If he wanted more he must earn more merit money.

Ernest was not so careful about money as a pattern boy should be.
He did not say to himself, "Now I have got a sovereign which must
last me fifteen weeks, therefore I may spend exactly one shilling
and fourpence in each week"--and spend exactly one and fourpence in
each week accordingly. He ran through his money at about the same
rate as other boys did, being pretty well cleaned out a few days
after he had got back to school. When he had no more money, he got
a little into debt, and when as far in debt as he could see his way
to repaying, he went without luxuries. Immediately he got any money
he would pay his debts; if there was any over he would spend it; if
there was not--and there seldom was--he would begin to go on tick
again.

His finance was always based upon the supposition that he should go
back to school with 1 pounds in his pocket--of which he owed say a
matter of fifteen shillings. There would be five shillings for
sundry school subscriptions--but when these were paid the weekly
allowance of sixpence given to each boy in hall, his merit money
(which this half he was resolved should come to a good sum) and
renewed credit, would carry him through the half.

The sudden failure of 15/- was disastrous to my hero's scheme of
finance. His face betrayed his emotions so clearly that Theobald
said he was determined "to learn the truth at once, and THIS TIME
without days and days of falsehood" before he reached it. The
melancholy fact was not long in coming out, namely, that the
wretched Ernest added debt to the vices of idleness, falsehood and
possibly--for it was not impossible--immorality.

How had he come to get into debt? Did the other boys do so? Ernest
reluctantly admitted that they did.

With what shops did they get into debt?

This was asking too much, Ernest said he didn't know!

"Oh, Ernest, Ernest," exclaimed his mother, who was in the room, "do
not so soon a second time presume upon the forbearance of the
tenderest-hearted father in the world. Give time for one stab to
heal before you wound him with another."

This was all very fine, but what was Ernest to do? How could he get
the school shopkeepers into trouble by owning that they let some of
the boys go on tick with them? There was Mrs Cross, a good old
soul, who used to sell hot rolls and butter for breakfast, or eggs
and toast, or it might be the quarter of a fowl with bread sauce and
mashed potatoes for which she would charge 6d. If she made a
farthing out of the sixpence it was as much as she did. When the
boys would come trooping into her shop after "the hounds" how often
had not Ernest heard her say to her servant girls, "Now then, you
wanches, git some cheers." All the boys were fond of her, and was
he, Ernest, to tell tales about her? It was horrible.

"Now look here, Ernest," said his father with his blackest scowl, "I
am going to put a stop to this nonsense once for all.
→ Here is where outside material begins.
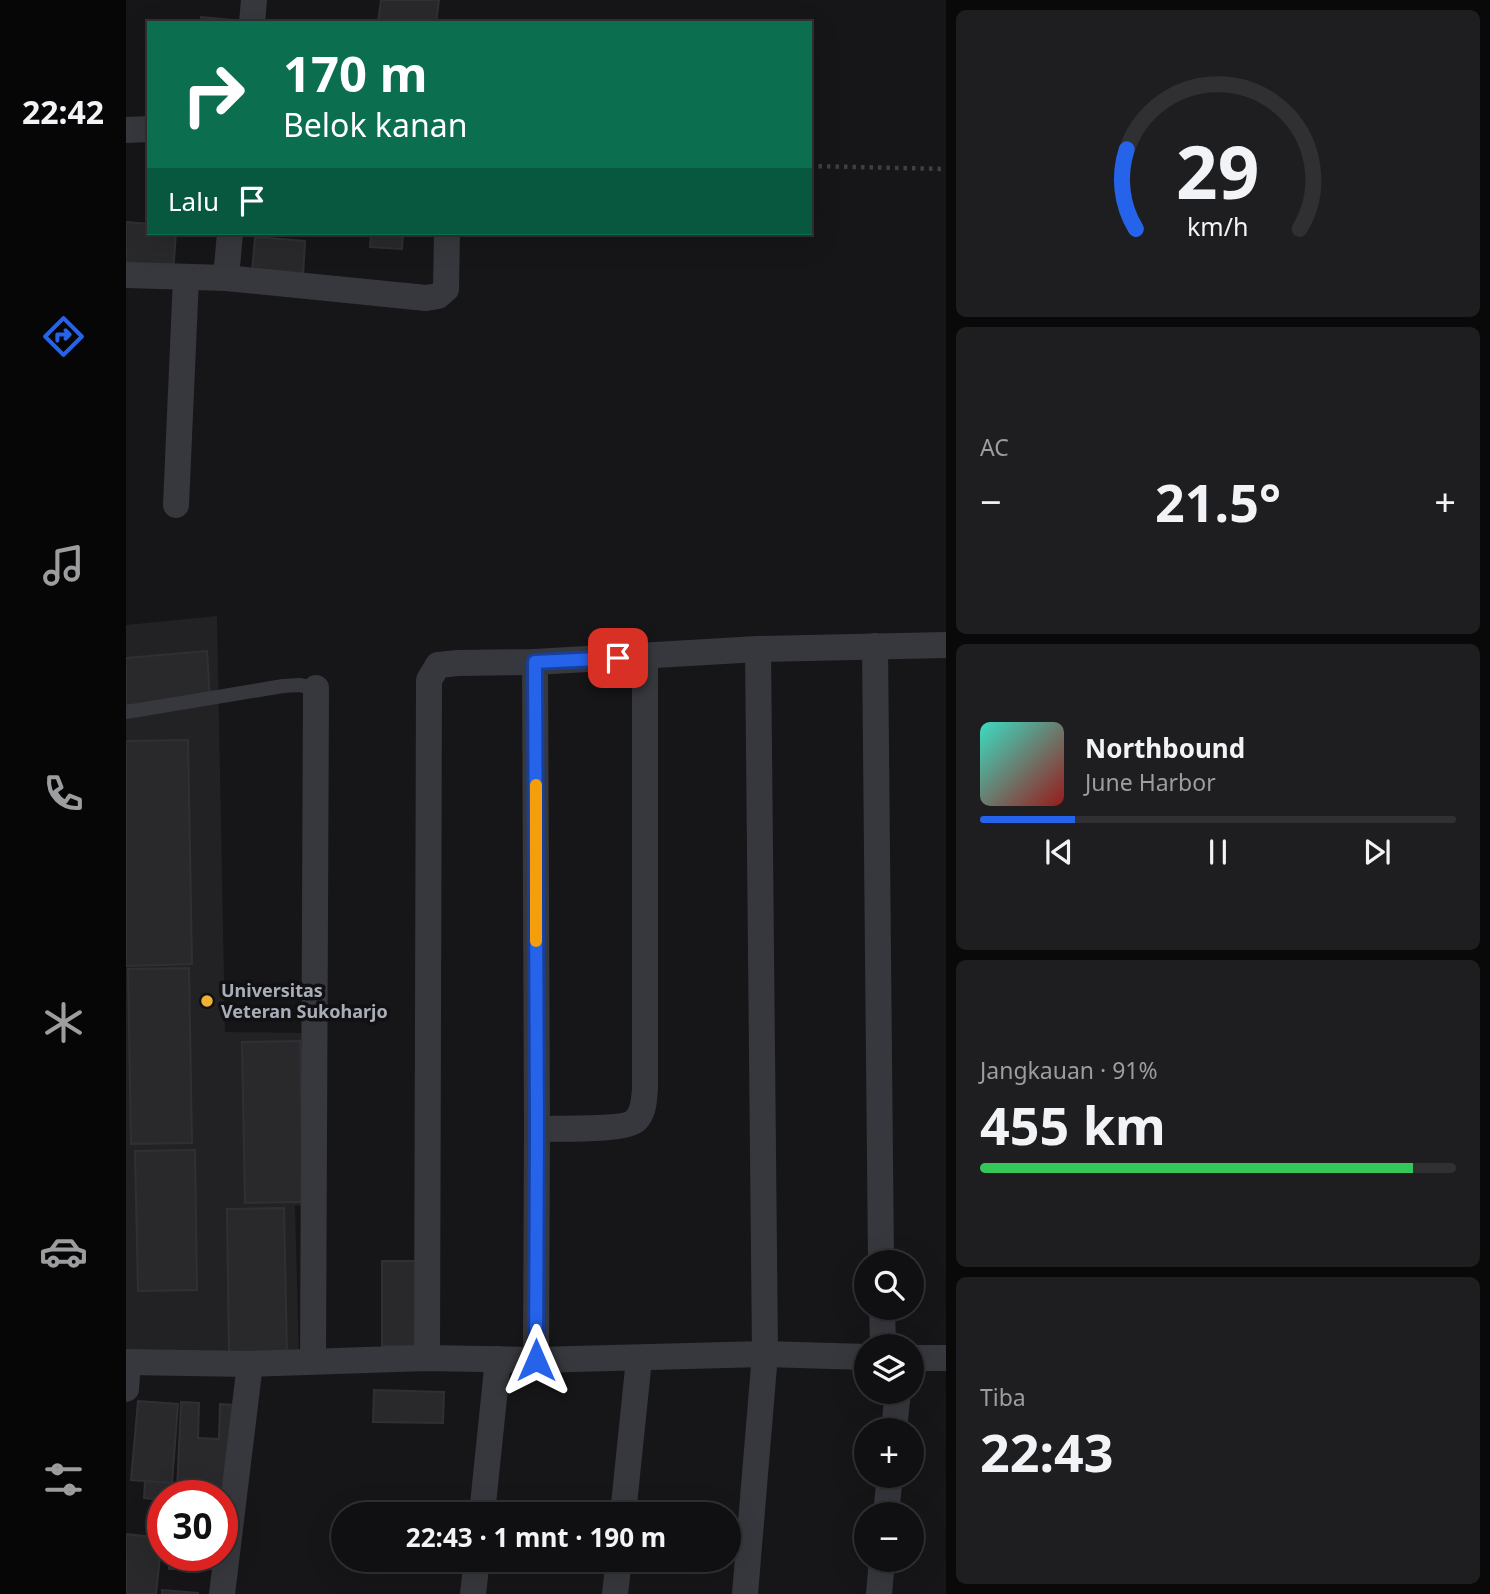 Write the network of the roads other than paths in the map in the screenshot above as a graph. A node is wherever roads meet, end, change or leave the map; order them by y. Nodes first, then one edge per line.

Either take
me fully into your confidence, as a son should take a father, and
trust me to deal with this matter as a clergyman and a man of the
world--or understand distinctly that I shall take the whole story to
Dr Skinner, who, I imagine, will take much sterner measures than I
should."

"Oh, Ernest, Ernest," sobbed Christina, "be wise in time, and trust
those who have already shown you that they know but too well how to
be forbearing."

No genuine hero of romance should have hesitated for a moment.
Nothing should have cajoled or frightened him into telling tales out
of school. Ernest thought of his ideal boys: they, he well knew,
would have let their tongues be cut out of them before information
could have been wrung from any word of theirs. But Ernest was not
an ideal boy, and he was not strong enough for his surroundings; I
doubt how far any boy could withstand the moral pressure which was
brought to bear upon him; at any rate he could not do so, and after
a little more writhing he yielded himself a passive prey to the
enemy. He consoled himself with the reflection that his papa had
not played the confidence trick on him quite as often as his mamma
had, and that probably it was better he should tell his father, than
that his father should insist on Dr Skinner's making an inquiry.
His papa's conscience "jabbered" a good deal, but not as much as his
mamma's. The little fool forgot that he had not given his father as
many chances of betraying him as he had given to Christina.

Then it all came out. He owed this at Mrs Cross's, and this to Mrs
Jones, and this at the "Swan and Bottle" public house, to say
nothing of another shilling or sixpence or two in other quarters.
Nevertheless, Theobald and Christina were not satiated, but rather
the more they discovered the greater grew their appetite for
discovery; it was their obvious duty to find out everything, for
though they might rescue their own darling from this hotbed of
iniquity without getting to know more than they knew at present,
were there not other papas and mammas with darlings whom also they
were bound to rescue if it were yet possible? What boys, then, owed
money to these harpies as well as Ernest?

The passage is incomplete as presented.